Courses will be held for four weeks at the Facoltà di Giurisprudenza at the University of Siena from Monday through Thursday (except the last Friday), with field trips on Fridays. Students can earn a total of five ABA credits for the program.
The credit to be awarded to non-Tulane students will be determined by their own institutions. There will also be required field trips to the Duomo in Siena, the Uffizi art gallery in Florence and to an archaeological site and visits with officers of the Carabinieri charged with the protection of art, as well as tours of Siena and Sienese and museums.
The Academic Course: International Law, Cultural Heritage, and the Arts (5 credits)
This course includes four subtopics that will prepare students for work in the field of International Law, Cultural Heritage and the Arts. The subtopics include:
The International Legal Framework for the Protection of Art and Cultural Property, Professors Lunney & Francioni
Designed for law students, students in other disciplines, and working professionals, this portion of the course will provide an introduction to the complex and often confusing web of principles and systems that constitute international law. Concepts such as sovereignty, jurisdiction, and standing will be considered, as well as the basic rights of both nations and individuals to their art and their cultural property.

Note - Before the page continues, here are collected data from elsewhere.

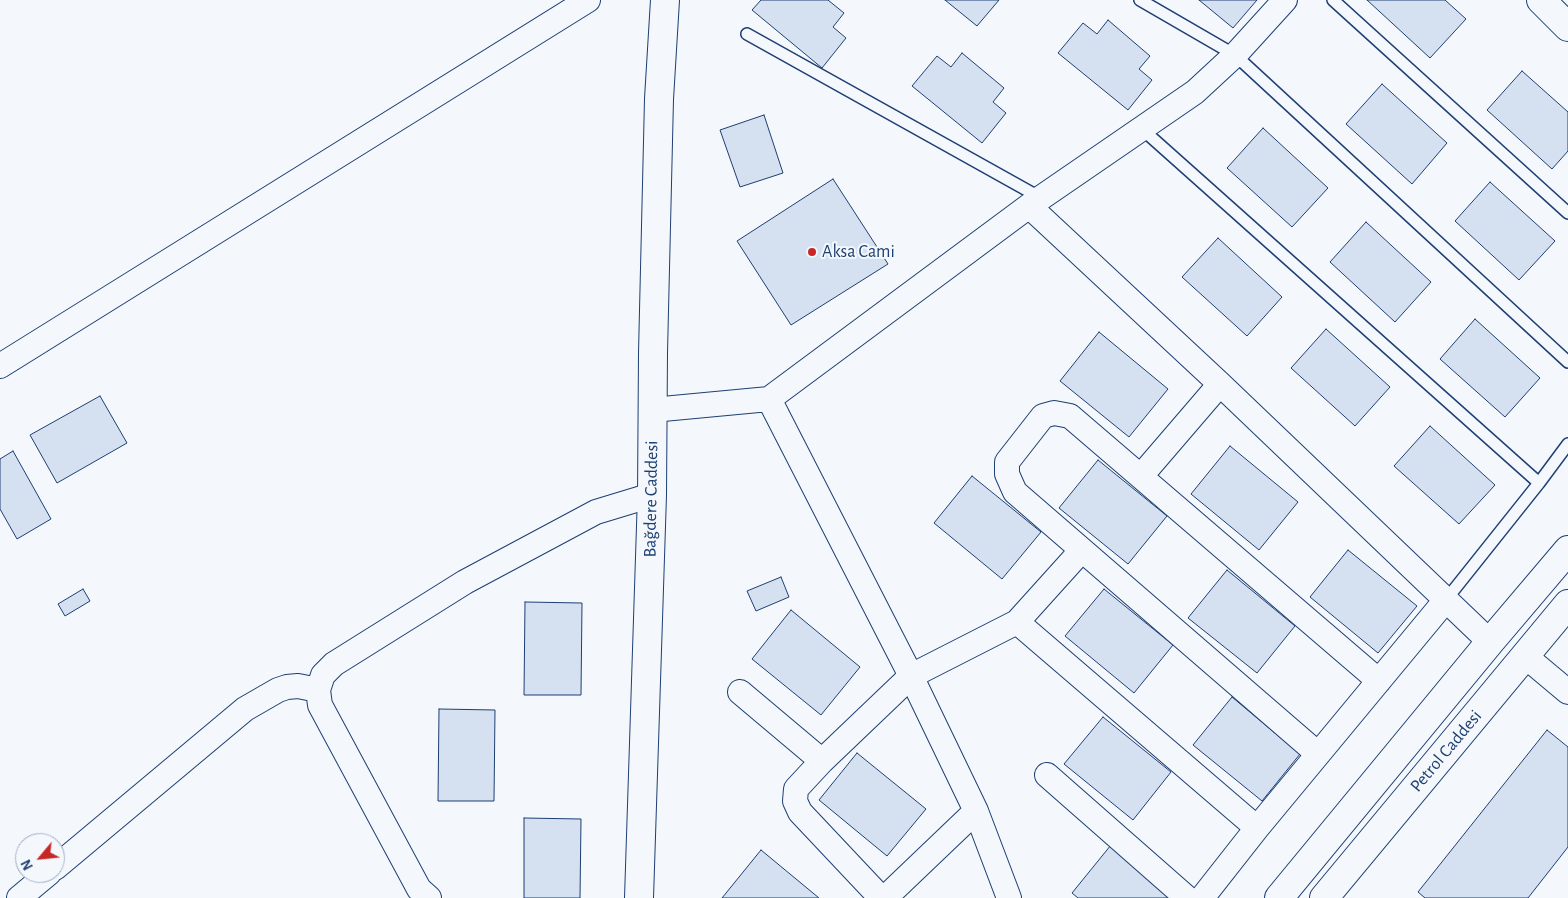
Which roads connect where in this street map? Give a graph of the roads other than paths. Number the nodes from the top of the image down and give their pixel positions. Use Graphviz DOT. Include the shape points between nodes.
graph roads {
  1 [pos="588,0"];
  2 [pos="646,0"];
  3 [pos="665,0"];
  4 [pos="1140,0"];
  5 [pos="1285,0"];
  6 [pos="1333,0"];
  7 [pos="1541,0"];
  8 [pos="1568,27"];
  9 [pos="747,34"];
  10 [pos="1235,55"];
  11 [pos="660,99"];
  12 [pos="1142,129"];
  13 [pos="1035,202"];
  14 [pos="1568,213"];
  15 [pos="1568,362"];
  16 [pos="0,366"];
  17 [pos="1220,384"];
  18 [pos="769,399"];
  19 [pos="652,410"];
  20 [pos="1568,444"];
  21 [pos="1141,476"];
  22 [pos="1539,483"];
  23 [pos="652,494"];
  24 [pos="1568,550"];
  25 [pos="1081,551"];
  26 [pos="1445,601"];
  27 [pos="1568,604"];
  28 [pos="1017,622"];
  29 [pos="1490,642"];
  30 [pos="1525,656"];
  31 [pos="911,676"];
  32 [pos="1379,681"];
  33 [pos="318,690"];
  34 [pos="740,692"];
  35 [pos="1568,692"];
  36 [pos="1318,754"];
  37 [pos="822,761"];
  38 [pos="1047,775"];
  39 [pos="976,812"];
  40 [pos="1257,828"];
  41 [pos="65,860"];
  42 [pos="37,883"];
  43 [pos="420,895"];
  44 [pos="19,898"];
  45 [pos="639,898"];
  46 [pos="881,898"];
  47 [pos="885,898"];
  48 [pos="1009,898"];
  49 [pos="1187,898"];
  50 [pos="1202,898"];
  51 [pos="1279,898"];
  52 [pos="1324,898"];
  1 -- 16 [label="street"];
  2 -- 11 [label="main road, Bağdere Caddesi"];
  3 -- 11 [label="main road, Bağdere Caddesi"];
  4 -- 10 [label="lane"];
  5 -- 10 [label="street"];
  6 -- 14 [label="lane"];
  7 -- 8 [label="main road"];
  9 -- 13 [label="lane"];
  10 -- 12 [label="street" via="1195,92"];
  10 -- 15 [label="lane"];
  11 -- 19 [label="main road, Bağdere Caddesi"];
  12 -- 13 [label="street"];
  12 -- 22 [label="lane"];
  13 -- 17 [label="street"];
  13 -- 18 [label="street"];
  17 -- 21 [label="street"];
  17 -- 26 [label="street"];
  18 -- 19 [label="street"];
  18 -- 31 [label="street"];
  19 -- 23 [label="main road, Bağdere Caddesi"];
  20 -- 22 [label="lane"];
  21 -- 25 [label="street" via="1070,416 1054,413 1043,416 1007,462 1007,474 1015,492"];
  21 -- 32 [label="street"];
  22 -- 26 [label="lane"];
  23 -- 33 [label="street" via="596,512 465,582 334,664 323,675"];
  23 -- 45 [label="main road, Bağdere Caddesi"];
  24 -- 29 [label="main road"];
  25 -- 28 [label="street"];
  25 -- 36 [label="street"];
  26 -- 29 [label="street"];
  26 -- 32 [label="street"];
  27 -- 30 [label="main road, Petrol Caddesi"];
  28 -- 31 [label="street"];
  28 -- 40 [label="street"];
  29 -- 51 [label="main road"];
  30 -- 35 [label="street"];
  30 -- 52 [label="main road, Petrol Caddesi"];
  31 -- 37 [label="street"];
  31 -- 39 [label="street"];
  32 -- 36 [label="street"];
  33 -- 41 [label="street" via="288,687 245,710"];
  33 -- 43 [label="street" via="320,705"];
  34 -- 37 [label="street"];
  36 -- 40 [label="street"];
  37 -- 46 [label="street" via="796,789 797,807"];
  38 -- 49 [label="street"];
  39 -- 47 [label="street"];
  39 -- 48 [label="street"];
  40 -- 50 [label="street"];
  42 -- 44 [label="street"];
}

The following major conventions regarding the protection of art and cultural property will be addressed: the UNIDROIT Convention on Stolen or Illegally Exported Cultural Objects, the UNESCO Convention on the Means of Prohibiting and Preventing the Illicit Import, Export and Transfer of Ownership of Cultural Property, the UNESCO Convention on the Protection of the Underwater Cultural Heritage, and the Universal Declaration on Cultural Diversity.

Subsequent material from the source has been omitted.